Work instructions :: Please copy out all lines of the entries that contain the word "edges".

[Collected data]
----
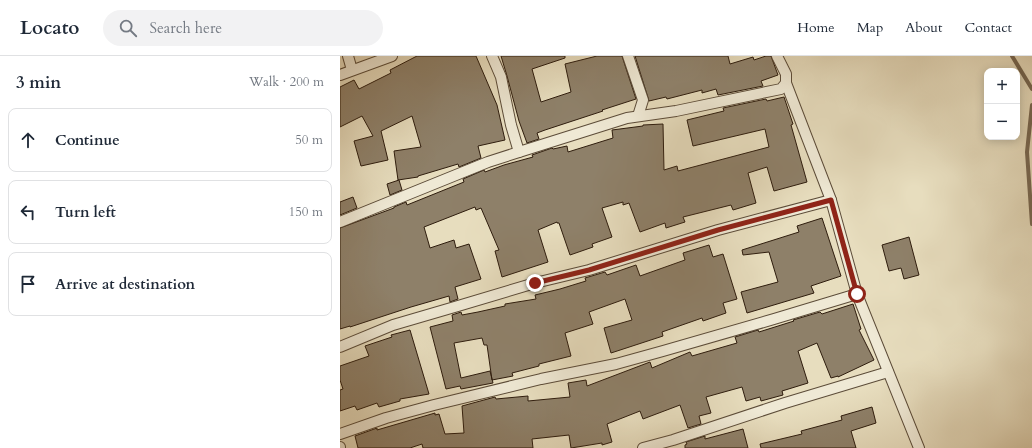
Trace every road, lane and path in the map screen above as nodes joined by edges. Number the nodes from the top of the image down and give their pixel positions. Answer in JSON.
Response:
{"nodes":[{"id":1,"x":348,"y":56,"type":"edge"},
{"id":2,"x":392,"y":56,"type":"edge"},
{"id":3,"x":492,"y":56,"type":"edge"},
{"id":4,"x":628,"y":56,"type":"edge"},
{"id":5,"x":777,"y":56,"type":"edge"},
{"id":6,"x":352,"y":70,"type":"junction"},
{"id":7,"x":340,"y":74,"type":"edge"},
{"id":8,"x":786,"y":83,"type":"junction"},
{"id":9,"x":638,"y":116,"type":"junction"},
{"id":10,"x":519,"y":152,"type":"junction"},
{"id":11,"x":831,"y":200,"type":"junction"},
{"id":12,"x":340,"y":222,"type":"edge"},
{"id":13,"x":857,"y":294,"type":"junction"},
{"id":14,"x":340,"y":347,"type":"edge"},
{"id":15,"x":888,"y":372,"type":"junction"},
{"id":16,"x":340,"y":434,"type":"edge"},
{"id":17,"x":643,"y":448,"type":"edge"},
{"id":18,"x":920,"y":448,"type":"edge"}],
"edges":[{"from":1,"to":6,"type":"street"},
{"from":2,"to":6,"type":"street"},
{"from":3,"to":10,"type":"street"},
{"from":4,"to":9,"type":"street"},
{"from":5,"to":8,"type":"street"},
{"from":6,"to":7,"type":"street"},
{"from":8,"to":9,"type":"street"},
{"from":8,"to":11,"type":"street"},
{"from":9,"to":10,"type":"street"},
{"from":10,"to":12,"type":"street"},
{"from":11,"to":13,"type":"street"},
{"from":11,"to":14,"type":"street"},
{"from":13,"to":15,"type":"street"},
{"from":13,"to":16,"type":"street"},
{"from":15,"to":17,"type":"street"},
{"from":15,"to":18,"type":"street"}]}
----
Output for this exercise ::
Trace every road, lane and path in the map screen above as nodes joined by edges. Number the nodes from the top of the image down and give their pixel positions. Answer in JSON.
"edges":[{"from":1,"to":6,"type":"street"},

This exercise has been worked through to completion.